Where a line holds the word "João", copy that line from the data below.
------ DATASET EXTRACT
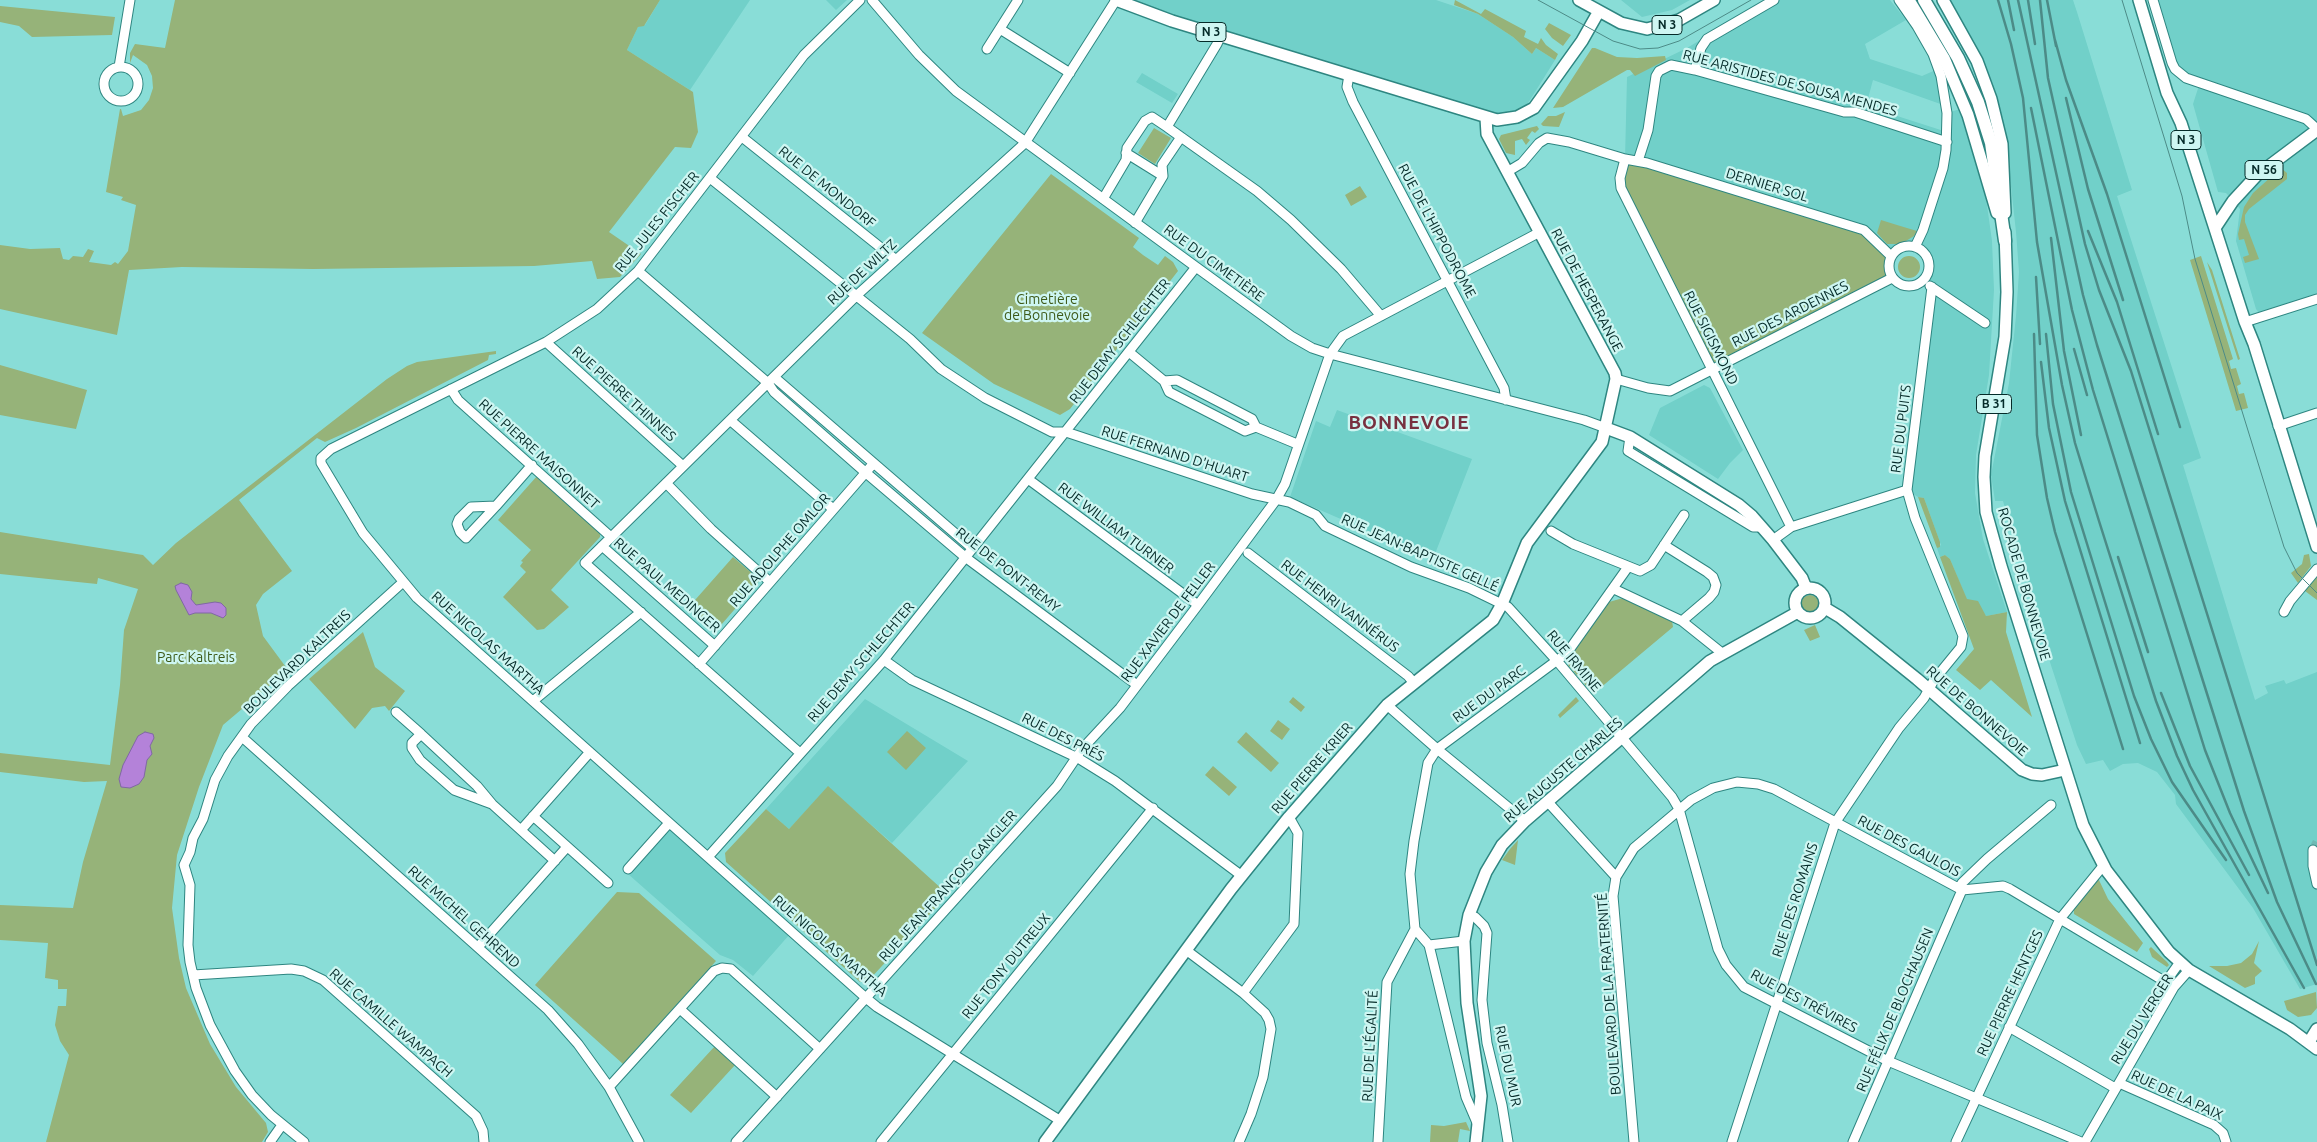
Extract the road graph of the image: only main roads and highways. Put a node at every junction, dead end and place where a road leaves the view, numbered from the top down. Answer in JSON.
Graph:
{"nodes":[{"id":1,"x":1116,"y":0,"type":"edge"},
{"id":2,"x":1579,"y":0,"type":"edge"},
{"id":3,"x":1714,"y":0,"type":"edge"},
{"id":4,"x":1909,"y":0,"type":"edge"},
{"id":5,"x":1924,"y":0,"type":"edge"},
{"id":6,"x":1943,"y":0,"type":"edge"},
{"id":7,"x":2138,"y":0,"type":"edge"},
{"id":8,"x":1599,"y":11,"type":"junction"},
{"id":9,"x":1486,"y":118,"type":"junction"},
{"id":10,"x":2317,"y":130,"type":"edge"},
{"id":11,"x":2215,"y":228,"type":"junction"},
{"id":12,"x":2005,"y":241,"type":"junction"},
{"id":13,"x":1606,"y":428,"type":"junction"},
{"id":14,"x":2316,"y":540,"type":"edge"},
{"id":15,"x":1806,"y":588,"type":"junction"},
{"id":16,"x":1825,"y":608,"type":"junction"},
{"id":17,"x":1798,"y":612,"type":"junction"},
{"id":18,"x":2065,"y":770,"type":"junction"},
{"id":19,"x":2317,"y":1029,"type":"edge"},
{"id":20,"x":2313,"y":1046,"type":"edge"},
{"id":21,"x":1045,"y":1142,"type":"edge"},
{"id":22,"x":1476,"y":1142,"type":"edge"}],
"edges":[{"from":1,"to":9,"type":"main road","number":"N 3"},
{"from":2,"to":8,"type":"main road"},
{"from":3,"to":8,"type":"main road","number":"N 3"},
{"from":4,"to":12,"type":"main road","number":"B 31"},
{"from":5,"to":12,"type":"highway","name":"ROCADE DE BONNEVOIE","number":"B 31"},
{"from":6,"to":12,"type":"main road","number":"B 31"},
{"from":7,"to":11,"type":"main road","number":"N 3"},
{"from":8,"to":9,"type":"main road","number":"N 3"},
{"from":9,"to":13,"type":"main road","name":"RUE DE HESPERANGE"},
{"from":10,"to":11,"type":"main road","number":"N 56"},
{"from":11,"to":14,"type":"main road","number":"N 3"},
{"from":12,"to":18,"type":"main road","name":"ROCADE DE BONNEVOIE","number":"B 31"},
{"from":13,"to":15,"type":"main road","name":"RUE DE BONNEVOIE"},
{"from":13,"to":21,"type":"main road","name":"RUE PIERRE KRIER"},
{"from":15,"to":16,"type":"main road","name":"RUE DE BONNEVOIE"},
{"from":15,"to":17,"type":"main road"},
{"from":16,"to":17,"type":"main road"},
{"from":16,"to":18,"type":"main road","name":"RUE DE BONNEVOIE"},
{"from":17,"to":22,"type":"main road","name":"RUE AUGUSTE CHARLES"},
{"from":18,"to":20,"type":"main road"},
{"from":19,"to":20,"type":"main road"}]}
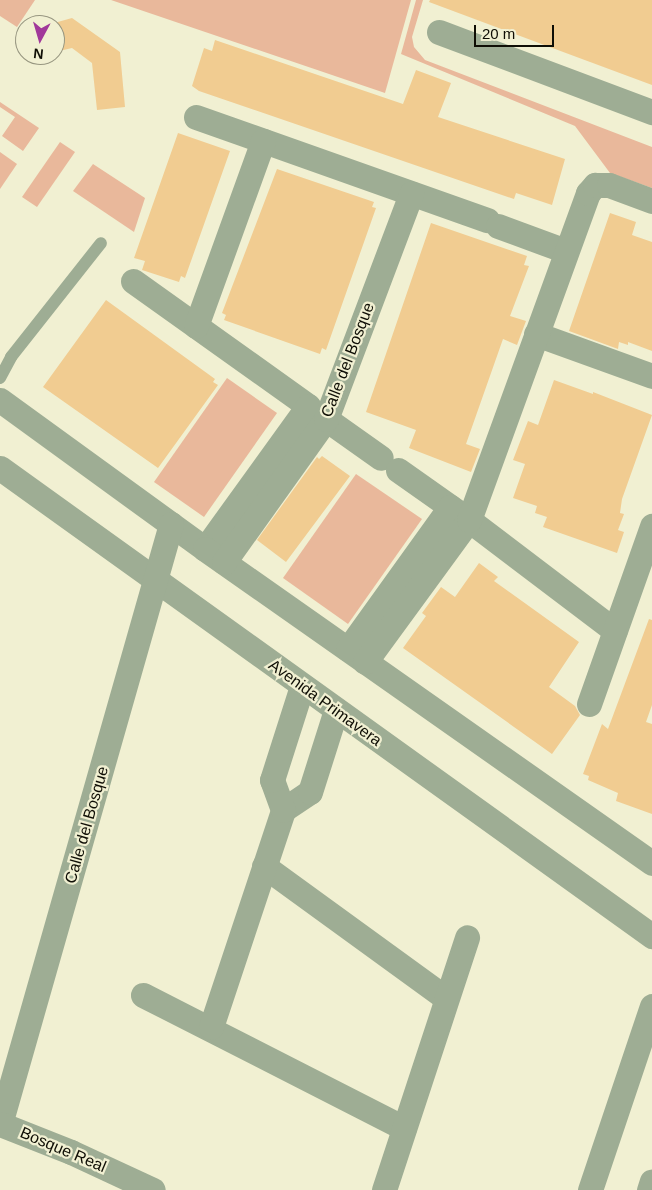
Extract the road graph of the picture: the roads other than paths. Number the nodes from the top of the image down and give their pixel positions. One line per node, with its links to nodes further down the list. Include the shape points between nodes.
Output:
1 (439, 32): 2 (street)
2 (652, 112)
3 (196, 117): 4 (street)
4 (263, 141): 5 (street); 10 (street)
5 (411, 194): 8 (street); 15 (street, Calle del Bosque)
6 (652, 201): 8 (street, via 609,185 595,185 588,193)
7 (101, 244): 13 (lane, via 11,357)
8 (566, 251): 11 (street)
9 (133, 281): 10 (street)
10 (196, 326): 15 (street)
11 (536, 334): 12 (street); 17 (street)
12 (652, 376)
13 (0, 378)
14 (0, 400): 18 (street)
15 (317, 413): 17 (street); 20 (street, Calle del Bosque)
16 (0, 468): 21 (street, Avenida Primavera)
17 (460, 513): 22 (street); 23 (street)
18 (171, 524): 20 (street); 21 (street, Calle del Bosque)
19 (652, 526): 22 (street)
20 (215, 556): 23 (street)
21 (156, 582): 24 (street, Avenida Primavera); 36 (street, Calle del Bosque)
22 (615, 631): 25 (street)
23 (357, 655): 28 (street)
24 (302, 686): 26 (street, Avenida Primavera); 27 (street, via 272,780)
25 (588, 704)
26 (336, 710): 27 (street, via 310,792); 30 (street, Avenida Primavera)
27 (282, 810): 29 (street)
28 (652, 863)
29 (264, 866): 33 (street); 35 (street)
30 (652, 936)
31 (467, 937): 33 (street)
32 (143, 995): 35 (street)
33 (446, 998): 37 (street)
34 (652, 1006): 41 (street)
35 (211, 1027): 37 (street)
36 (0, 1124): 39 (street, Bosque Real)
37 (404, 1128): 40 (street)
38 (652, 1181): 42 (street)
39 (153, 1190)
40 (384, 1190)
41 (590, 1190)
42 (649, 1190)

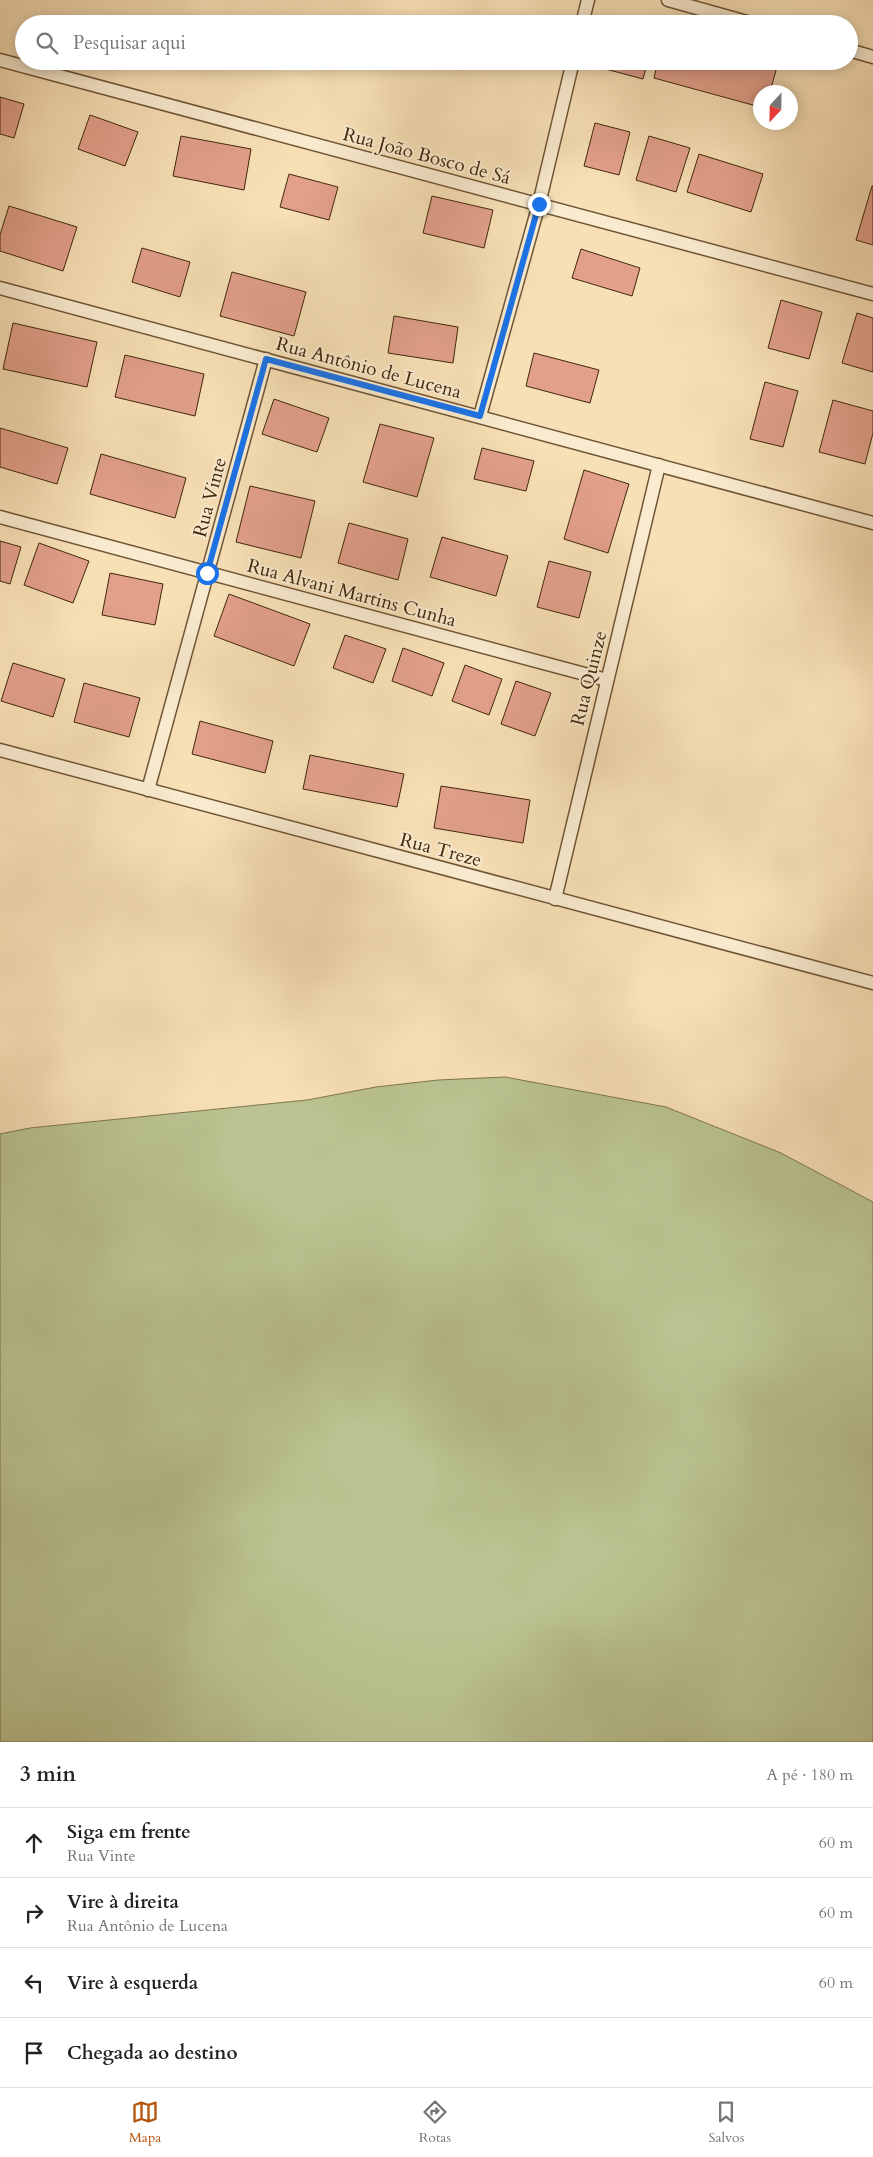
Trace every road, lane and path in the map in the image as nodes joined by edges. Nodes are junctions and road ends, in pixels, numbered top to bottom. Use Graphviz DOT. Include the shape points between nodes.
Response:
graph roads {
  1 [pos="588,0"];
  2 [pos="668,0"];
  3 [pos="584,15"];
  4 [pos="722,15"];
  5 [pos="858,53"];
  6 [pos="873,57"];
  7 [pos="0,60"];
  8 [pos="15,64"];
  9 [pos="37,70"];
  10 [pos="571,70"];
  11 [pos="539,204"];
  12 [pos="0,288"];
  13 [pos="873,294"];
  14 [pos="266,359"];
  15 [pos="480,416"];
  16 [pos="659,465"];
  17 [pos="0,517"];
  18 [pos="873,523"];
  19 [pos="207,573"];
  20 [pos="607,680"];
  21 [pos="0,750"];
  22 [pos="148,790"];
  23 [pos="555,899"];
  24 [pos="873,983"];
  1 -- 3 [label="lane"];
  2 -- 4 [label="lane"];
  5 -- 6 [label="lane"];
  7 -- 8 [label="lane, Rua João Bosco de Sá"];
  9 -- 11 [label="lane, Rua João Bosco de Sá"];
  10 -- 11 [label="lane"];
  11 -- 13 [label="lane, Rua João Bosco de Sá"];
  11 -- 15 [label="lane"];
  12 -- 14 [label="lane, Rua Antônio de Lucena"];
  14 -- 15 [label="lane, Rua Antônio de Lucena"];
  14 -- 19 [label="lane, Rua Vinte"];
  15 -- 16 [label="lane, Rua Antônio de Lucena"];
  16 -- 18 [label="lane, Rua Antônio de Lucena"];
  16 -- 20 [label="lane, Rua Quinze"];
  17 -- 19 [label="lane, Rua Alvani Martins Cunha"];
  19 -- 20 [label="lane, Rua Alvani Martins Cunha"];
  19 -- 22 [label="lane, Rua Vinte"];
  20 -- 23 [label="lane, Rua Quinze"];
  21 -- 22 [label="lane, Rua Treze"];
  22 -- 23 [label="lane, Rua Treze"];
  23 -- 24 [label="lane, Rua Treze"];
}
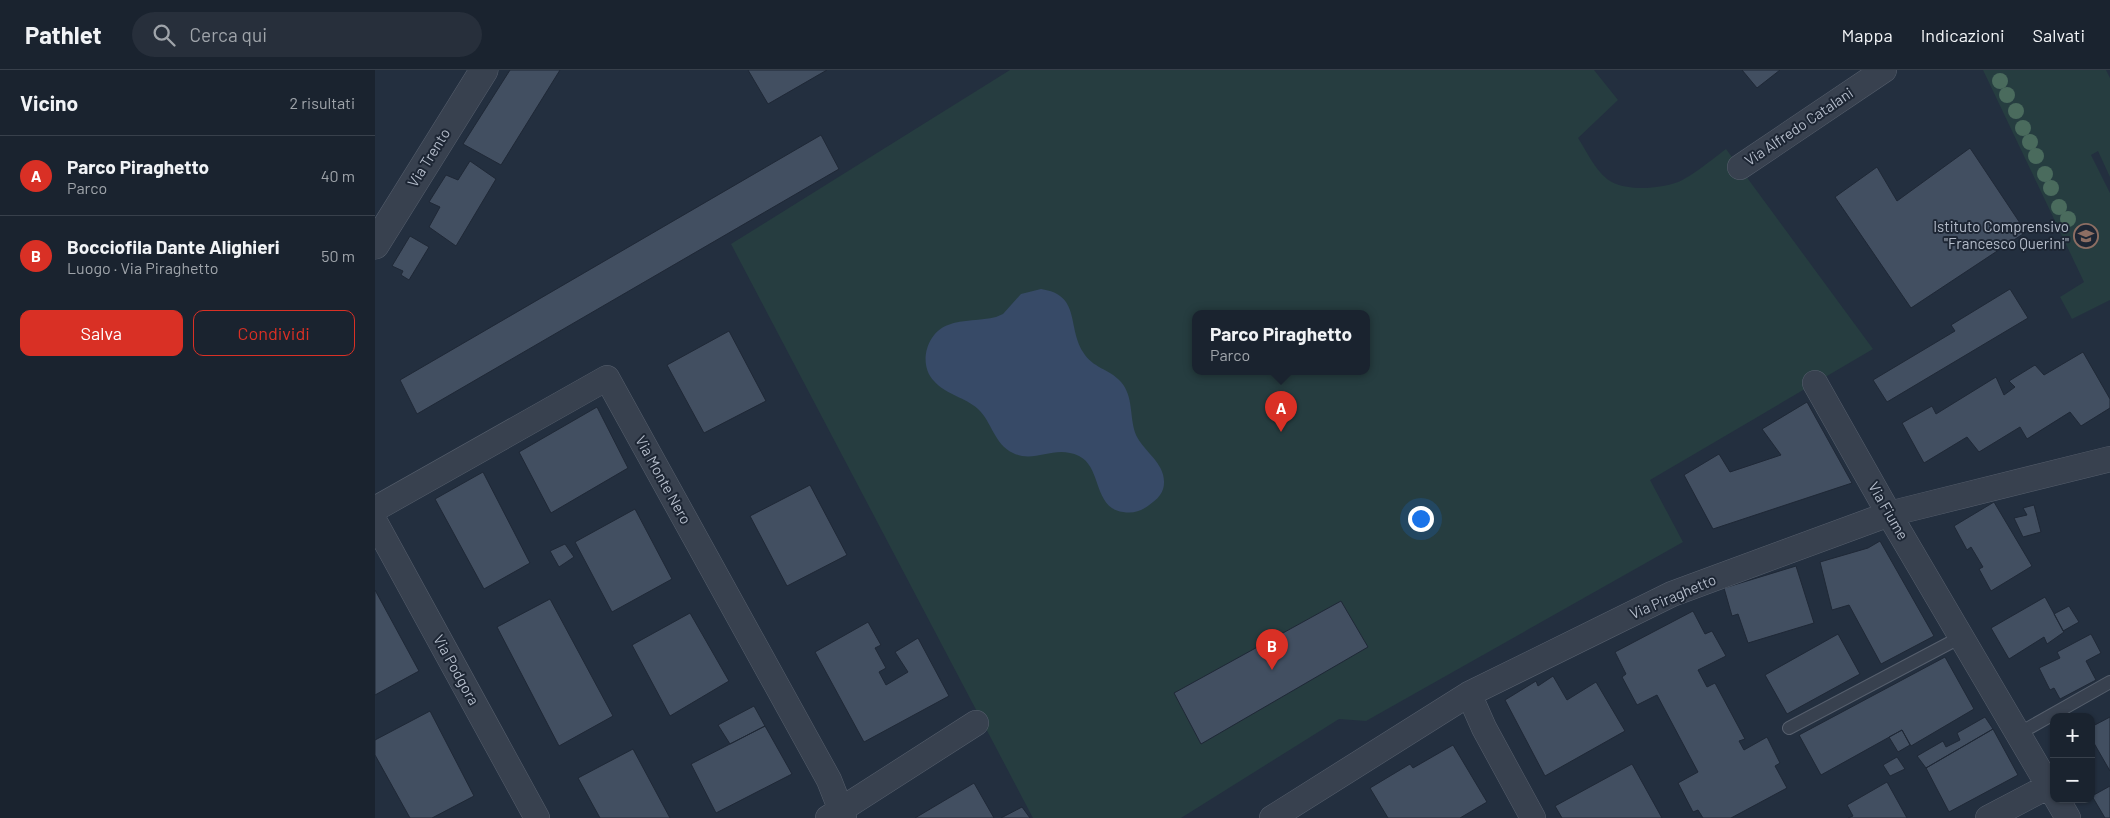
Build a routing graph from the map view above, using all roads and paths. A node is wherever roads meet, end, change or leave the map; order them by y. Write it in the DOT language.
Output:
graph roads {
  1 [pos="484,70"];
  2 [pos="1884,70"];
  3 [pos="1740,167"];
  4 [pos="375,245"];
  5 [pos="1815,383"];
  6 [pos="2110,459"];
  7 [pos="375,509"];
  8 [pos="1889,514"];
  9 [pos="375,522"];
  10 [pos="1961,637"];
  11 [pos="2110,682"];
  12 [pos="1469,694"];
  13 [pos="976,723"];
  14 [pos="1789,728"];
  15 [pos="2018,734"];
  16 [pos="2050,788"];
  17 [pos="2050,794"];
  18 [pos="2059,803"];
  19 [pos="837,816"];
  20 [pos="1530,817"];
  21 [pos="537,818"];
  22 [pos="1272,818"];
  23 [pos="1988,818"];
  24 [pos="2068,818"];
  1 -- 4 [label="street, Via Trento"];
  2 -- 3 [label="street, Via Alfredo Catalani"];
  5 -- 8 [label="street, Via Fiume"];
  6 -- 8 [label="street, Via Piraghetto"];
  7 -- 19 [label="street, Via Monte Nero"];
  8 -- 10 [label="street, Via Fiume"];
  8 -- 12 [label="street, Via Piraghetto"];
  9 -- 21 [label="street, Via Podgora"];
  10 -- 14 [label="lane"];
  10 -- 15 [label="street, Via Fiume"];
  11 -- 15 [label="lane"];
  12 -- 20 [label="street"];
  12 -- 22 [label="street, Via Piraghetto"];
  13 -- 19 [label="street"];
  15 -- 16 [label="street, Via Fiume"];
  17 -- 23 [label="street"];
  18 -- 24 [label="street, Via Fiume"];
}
------------
• **ANSWER TO THIS PROBLEM**:
  7 -- 8 [label="lane, Rua João Bosco de Sá"];
  9 -- 11 [label="lane, Rua João Bosco de Sá"];
  11 -- 13 [label="lane, Rua João Bosco de Sá"];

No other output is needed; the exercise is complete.